Abstract

Introduction: Hypoventilation during sedated colonoscopy examination is frequentry, indirectly monitored by arterial oxygen saturation levels (SpO2) monitoring (pulse oximeter), however, indication can be further delayed when supplemental oxygen is provided. Additional monitoring is needed in these cases. This study examines the advantages of non-intubated capnography monitoring during sedated colonoscopic procedures. Method: 44 adults were sedated during colonoscopy and Endotidal CO2(EtCO2) by non-intubated capnography (Oridion medical) and SpO2 by pulse oximeter were monitored. 19 received 2L/min supplemental oxygen (OS) and 25 breathed room air (RA).
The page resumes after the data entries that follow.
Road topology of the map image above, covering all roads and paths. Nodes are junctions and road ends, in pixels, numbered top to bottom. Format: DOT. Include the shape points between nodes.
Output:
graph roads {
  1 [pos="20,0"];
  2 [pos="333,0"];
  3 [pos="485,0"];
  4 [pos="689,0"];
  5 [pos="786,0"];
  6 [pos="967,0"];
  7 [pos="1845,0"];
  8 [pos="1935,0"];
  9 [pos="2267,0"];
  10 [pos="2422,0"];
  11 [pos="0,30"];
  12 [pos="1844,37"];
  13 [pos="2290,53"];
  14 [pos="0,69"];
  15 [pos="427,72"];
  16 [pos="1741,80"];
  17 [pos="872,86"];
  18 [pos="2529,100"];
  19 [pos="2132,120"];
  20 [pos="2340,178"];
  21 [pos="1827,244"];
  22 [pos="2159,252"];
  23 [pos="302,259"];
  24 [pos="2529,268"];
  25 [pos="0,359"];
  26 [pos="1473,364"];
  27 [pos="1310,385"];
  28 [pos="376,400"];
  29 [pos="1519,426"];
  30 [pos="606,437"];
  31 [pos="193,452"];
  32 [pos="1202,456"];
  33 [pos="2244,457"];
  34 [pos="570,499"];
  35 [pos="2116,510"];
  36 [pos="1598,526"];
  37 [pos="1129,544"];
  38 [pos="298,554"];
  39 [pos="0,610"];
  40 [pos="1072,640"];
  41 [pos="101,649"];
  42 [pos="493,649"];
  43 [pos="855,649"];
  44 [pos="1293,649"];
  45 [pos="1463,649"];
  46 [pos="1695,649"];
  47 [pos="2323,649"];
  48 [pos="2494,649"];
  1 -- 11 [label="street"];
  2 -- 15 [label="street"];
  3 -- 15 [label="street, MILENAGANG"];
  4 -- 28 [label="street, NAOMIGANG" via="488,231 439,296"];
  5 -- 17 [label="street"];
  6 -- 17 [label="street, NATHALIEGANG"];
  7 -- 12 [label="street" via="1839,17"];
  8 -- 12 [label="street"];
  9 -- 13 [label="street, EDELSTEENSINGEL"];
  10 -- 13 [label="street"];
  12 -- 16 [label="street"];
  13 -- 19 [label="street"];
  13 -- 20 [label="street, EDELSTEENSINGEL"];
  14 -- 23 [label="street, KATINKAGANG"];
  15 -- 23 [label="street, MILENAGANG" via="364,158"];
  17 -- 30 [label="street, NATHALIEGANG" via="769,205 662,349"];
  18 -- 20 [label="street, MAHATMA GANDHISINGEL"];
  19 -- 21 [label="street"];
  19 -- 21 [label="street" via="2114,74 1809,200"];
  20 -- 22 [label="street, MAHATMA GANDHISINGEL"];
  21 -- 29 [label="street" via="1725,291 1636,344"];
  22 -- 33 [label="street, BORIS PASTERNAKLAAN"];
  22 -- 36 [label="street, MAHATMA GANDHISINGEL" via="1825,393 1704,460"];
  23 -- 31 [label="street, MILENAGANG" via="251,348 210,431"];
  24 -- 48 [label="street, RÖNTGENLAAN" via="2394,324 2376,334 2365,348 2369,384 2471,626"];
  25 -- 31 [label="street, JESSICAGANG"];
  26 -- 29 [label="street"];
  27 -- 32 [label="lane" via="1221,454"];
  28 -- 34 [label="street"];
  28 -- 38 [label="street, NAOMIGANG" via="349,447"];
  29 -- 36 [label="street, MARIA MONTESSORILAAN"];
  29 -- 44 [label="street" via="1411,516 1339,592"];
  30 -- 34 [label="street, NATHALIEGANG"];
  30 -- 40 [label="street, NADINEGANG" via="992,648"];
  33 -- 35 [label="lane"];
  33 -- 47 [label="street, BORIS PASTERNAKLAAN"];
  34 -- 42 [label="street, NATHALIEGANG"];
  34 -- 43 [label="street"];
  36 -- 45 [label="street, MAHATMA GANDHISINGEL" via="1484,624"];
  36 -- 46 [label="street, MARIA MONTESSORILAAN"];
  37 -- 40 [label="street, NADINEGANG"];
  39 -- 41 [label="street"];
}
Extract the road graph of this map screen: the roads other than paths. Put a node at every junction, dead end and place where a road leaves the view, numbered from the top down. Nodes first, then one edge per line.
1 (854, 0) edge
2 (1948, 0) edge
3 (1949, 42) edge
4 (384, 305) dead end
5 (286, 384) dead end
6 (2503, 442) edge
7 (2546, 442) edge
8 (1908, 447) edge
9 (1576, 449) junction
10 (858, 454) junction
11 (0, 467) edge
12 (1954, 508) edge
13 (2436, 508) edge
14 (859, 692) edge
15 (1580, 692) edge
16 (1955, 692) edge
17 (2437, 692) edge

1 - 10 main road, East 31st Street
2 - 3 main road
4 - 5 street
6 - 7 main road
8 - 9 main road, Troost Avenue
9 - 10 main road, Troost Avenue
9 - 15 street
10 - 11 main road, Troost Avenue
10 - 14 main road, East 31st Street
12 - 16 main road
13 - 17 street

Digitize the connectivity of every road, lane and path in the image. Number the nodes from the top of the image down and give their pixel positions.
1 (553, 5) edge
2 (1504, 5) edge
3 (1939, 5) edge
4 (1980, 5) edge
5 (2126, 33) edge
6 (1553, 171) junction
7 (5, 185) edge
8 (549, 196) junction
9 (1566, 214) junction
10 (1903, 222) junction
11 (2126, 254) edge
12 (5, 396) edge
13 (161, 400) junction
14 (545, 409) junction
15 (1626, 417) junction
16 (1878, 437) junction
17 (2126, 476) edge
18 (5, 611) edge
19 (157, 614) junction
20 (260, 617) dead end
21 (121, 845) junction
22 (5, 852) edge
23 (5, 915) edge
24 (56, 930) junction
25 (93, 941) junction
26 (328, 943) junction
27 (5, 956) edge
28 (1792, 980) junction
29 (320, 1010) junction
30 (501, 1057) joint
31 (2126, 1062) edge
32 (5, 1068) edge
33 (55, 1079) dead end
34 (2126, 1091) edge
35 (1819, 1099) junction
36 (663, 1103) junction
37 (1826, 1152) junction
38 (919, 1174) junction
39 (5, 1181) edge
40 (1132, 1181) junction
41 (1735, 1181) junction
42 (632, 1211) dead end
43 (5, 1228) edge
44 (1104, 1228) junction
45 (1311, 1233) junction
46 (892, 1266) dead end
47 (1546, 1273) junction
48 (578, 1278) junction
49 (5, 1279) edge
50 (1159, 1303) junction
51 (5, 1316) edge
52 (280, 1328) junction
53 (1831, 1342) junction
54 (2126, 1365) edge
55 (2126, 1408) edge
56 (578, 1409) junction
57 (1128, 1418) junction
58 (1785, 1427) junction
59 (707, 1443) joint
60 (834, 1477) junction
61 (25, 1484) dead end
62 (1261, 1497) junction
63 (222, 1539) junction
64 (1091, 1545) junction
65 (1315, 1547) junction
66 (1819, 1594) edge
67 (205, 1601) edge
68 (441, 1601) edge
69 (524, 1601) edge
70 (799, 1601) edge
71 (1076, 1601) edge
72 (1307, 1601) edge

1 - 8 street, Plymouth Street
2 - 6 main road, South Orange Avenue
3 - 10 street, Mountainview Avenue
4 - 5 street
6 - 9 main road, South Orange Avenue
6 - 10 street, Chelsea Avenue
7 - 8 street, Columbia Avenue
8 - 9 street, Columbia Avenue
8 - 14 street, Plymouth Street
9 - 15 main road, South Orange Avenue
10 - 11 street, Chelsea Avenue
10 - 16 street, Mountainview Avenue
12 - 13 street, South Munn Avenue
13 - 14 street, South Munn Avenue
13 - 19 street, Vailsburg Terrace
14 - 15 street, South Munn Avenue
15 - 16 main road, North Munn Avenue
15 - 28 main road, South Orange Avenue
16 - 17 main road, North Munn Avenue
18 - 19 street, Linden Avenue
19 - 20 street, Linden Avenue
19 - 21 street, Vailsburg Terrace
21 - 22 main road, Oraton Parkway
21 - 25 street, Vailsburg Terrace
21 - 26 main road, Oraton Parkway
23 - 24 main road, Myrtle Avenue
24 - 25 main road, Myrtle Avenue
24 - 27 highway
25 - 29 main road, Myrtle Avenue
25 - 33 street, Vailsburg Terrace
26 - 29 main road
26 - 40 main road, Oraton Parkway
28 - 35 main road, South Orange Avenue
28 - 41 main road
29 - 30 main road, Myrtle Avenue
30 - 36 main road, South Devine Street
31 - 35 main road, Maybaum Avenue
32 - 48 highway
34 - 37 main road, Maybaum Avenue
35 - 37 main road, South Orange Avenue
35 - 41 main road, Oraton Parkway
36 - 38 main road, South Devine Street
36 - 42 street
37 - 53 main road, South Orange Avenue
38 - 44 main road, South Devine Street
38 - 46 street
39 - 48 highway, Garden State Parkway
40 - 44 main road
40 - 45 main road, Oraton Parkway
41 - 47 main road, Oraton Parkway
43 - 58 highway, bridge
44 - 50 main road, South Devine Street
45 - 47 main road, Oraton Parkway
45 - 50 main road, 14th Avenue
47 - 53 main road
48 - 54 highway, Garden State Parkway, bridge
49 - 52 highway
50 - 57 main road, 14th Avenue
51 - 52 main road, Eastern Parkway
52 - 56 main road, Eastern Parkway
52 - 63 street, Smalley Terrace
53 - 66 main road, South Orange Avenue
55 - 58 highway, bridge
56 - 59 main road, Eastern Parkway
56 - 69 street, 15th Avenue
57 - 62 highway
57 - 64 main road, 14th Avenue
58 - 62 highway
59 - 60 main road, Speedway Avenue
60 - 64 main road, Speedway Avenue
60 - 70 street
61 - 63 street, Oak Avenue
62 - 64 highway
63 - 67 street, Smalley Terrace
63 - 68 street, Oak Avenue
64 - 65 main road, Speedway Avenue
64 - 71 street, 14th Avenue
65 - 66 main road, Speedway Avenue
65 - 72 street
The relationship between SpO2 and EtCO2 was evaluated. All patients had ASA physical status 1-3 with no respiratory disease, and were sedated with flunitrazepam and meperidine. Results: 1. SpO2 and EtCO2 before sedation 96±1.9%, 34.5±3.4mmHg (RA) and 98±1.3%, 37.8±2.8%(OS). 2. During colonoscopy, hypoventilation occurred in both groups. The lowest SpO2 91±2.7% (RA), 97±2.2% (OS), while EtCO2 was 38.5±5mmHg (RA), 40.7±4.3mmHg (OS). 3. Peak EtCO2 during exam. 40.9±4.3mmHg (RA), 46±4.8mmHg (OS). SpO2 was 93±2.7% (RA), 99±1.3%. During peak hypoventilation, the RA group had >3% decrease in SpO2, while the OS group suffered no decrease in SpO2 during hypoventilation. Conclusion: Although the provision of supplemental oxygen can mask hypoventilation with SpO2 monitoring, capnography monitoring immediately identifies hypoventilation events. This study demonstrates the increased safety level when providing oxygen therapy to prevent dangerous hypoxemic episodes, while monitoring for hypoventilation using capnography.